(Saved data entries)
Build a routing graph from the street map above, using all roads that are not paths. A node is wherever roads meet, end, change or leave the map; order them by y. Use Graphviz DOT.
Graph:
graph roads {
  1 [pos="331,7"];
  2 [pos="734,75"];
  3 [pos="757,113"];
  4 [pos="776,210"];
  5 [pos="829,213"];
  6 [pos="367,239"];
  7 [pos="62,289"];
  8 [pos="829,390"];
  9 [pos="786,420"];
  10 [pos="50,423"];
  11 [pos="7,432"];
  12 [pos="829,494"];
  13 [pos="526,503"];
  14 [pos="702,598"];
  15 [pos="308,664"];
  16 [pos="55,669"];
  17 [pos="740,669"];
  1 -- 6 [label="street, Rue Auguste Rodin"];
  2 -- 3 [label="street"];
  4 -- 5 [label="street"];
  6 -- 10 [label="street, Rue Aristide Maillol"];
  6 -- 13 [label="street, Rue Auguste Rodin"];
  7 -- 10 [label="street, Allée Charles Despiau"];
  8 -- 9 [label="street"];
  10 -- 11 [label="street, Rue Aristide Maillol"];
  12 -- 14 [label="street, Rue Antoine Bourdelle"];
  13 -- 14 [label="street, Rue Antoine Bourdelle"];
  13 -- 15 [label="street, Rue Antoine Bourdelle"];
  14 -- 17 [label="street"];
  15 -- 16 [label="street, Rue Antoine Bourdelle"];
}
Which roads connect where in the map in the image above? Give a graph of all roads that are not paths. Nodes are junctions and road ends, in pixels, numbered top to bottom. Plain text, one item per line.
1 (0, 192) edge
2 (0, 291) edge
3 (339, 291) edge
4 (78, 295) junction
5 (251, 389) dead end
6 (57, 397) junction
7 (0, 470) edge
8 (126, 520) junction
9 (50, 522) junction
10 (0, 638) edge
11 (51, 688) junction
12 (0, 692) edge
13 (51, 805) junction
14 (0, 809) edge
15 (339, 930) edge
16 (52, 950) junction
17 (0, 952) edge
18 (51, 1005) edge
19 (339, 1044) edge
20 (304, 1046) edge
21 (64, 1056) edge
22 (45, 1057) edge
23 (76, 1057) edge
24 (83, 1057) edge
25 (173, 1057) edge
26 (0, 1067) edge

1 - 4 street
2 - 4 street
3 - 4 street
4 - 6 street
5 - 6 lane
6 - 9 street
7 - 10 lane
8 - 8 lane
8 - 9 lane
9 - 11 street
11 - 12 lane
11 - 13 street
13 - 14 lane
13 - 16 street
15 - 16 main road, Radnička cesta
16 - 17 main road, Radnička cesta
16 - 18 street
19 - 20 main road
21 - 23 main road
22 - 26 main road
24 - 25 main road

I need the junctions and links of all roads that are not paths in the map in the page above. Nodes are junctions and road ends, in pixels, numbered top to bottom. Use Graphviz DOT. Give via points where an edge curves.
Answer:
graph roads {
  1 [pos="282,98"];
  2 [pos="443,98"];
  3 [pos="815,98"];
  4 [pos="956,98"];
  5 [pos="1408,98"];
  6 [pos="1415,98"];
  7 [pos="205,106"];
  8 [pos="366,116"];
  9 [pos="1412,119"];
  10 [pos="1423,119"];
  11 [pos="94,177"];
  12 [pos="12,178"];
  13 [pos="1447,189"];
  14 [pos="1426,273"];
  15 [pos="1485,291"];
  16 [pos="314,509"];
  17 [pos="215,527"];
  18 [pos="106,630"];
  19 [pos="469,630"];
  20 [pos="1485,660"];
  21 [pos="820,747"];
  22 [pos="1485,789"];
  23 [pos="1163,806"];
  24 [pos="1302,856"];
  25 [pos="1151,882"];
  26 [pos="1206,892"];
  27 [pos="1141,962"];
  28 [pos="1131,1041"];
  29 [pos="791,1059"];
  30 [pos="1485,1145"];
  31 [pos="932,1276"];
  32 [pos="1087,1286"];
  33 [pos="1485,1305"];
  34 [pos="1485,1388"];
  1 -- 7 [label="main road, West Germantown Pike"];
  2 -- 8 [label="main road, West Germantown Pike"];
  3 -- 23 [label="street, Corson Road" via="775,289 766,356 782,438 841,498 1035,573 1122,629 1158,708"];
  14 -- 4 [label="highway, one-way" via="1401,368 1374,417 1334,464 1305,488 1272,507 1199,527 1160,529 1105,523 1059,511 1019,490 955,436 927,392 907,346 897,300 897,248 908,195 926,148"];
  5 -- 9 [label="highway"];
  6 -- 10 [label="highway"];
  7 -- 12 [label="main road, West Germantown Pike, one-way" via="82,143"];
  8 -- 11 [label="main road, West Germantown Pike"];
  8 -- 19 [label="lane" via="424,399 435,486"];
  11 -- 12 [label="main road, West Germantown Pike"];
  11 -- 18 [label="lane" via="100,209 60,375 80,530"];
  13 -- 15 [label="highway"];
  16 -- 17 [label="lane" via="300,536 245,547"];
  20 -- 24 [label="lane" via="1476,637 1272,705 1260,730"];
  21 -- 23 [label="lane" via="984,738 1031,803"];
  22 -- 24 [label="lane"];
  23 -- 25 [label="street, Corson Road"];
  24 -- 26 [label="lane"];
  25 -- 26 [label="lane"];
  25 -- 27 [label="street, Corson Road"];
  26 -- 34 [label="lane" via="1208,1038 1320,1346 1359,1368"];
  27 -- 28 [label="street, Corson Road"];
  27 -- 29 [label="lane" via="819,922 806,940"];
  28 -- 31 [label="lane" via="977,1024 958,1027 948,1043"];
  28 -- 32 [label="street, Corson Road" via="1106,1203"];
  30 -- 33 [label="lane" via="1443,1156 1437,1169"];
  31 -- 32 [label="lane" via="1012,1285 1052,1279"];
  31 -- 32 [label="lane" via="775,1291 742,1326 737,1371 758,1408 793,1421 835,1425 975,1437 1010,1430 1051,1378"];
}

...

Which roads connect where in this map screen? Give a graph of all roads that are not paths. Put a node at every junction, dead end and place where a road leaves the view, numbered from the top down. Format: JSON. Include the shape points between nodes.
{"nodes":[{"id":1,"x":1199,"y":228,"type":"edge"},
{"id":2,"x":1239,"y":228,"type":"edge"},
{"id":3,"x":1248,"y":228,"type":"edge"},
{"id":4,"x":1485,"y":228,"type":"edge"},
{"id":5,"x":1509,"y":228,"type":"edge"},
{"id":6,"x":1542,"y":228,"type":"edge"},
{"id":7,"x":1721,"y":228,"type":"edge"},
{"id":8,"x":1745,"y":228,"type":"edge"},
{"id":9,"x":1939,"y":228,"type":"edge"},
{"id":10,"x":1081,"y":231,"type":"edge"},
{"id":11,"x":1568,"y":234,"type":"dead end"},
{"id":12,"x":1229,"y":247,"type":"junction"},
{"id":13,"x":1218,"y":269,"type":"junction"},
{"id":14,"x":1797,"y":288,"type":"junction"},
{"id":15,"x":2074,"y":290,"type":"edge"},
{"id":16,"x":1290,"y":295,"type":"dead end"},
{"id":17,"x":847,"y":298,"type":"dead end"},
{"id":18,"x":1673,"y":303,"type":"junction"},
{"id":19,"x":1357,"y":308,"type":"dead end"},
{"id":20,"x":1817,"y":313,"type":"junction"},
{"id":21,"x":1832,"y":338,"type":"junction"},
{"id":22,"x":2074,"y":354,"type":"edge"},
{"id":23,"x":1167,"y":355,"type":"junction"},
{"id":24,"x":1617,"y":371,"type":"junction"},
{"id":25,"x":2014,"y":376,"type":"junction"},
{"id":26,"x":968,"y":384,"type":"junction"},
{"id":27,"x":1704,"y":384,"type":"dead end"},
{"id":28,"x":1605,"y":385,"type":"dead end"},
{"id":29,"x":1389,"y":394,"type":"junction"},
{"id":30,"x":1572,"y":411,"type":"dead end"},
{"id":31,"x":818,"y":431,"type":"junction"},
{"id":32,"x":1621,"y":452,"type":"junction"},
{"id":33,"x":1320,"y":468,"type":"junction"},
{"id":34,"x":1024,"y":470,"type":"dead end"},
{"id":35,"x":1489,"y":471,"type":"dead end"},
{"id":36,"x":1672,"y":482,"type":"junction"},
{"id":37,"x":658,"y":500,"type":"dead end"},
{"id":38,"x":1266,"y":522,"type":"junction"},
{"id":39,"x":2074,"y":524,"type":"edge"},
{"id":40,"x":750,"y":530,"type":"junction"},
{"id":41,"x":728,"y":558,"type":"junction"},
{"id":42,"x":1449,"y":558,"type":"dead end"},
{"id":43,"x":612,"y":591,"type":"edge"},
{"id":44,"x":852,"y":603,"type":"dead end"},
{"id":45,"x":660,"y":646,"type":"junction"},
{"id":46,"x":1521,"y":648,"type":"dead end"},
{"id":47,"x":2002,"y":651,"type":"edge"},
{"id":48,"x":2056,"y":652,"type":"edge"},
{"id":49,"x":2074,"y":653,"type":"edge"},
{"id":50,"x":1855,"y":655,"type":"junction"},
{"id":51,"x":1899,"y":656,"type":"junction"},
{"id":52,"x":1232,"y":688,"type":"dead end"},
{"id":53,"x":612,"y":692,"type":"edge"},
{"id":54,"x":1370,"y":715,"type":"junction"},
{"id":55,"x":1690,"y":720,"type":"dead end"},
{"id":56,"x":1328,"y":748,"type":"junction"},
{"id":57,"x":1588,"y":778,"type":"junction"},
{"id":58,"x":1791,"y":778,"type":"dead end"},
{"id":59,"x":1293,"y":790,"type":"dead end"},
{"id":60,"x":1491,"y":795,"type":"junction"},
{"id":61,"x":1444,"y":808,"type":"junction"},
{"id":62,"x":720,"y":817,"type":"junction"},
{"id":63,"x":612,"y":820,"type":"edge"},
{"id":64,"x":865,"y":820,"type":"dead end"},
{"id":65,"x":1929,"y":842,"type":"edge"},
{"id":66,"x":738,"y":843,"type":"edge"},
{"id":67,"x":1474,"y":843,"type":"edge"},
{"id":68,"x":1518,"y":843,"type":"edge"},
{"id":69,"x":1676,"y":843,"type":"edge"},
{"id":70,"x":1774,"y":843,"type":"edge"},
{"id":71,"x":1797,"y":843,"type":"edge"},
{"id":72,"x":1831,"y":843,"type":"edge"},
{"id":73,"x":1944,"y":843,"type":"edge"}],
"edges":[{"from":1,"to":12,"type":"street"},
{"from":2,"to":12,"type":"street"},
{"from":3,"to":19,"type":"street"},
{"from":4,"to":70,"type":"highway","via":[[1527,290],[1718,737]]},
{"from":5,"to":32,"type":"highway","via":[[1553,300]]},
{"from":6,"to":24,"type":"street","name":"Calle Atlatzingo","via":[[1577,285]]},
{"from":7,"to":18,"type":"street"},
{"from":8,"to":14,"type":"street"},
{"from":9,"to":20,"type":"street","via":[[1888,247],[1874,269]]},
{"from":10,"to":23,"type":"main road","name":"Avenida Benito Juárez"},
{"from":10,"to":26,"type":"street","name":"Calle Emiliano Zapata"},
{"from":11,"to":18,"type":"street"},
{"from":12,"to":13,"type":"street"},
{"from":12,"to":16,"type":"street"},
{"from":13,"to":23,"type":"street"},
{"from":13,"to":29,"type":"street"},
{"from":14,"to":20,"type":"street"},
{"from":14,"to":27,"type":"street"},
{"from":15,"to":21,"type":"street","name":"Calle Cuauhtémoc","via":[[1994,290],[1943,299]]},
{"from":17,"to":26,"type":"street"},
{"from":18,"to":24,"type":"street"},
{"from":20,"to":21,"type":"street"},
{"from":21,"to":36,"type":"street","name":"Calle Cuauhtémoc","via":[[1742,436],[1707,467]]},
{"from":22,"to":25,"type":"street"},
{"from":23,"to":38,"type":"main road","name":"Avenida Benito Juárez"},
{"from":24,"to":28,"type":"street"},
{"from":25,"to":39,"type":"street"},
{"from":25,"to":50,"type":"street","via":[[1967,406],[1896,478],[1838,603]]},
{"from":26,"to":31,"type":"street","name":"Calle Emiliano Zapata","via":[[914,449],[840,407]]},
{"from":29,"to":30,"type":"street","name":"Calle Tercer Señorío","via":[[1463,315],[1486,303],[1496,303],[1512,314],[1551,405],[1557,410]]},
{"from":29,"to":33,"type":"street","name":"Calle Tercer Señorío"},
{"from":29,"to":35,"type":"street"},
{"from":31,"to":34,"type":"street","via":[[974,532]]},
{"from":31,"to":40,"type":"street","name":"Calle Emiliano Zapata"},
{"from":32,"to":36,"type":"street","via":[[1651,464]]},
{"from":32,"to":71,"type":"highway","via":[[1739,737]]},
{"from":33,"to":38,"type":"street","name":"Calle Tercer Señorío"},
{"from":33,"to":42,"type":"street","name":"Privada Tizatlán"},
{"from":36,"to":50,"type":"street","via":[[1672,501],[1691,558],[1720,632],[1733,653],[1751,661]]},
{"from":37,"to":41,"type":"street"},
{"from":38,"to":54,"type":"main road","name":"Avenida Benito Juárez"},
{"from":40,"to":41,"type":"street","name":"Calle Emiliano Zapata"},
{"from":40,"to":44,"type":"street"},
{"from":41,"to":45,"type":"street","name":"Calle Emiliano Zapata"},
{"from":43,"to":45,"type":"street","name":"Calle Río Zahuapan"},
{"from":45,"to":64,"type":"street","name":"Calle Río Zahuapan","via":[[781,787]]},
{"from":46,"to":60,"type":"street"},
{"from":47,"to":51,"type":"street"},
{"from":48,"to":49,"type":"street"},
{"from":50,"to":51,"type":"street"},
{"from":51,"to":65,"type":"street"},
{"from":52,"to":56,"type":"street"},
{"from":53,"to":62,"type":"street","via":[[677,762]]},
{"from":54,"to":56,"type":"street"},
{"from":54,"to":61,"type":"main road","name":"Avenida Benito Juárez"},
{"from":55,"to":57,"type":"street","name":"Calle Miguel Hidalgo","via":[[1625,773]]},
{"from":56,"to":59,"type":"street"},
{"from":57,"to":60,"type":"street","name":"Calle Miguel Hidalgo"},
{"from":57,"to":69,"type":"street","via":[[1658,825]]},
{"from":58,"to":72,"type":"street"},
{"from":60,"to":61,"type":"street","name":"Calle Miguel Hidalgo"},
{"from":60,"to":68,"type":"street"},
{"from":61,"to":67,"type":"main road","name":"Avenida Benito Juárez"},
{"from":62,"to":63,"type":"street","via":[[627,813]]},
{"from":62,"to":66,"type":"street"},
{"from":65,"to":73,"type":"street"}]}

# Exercise description
Check every line above for the string "West" and state how many have it, with no other words.

# Answer section
5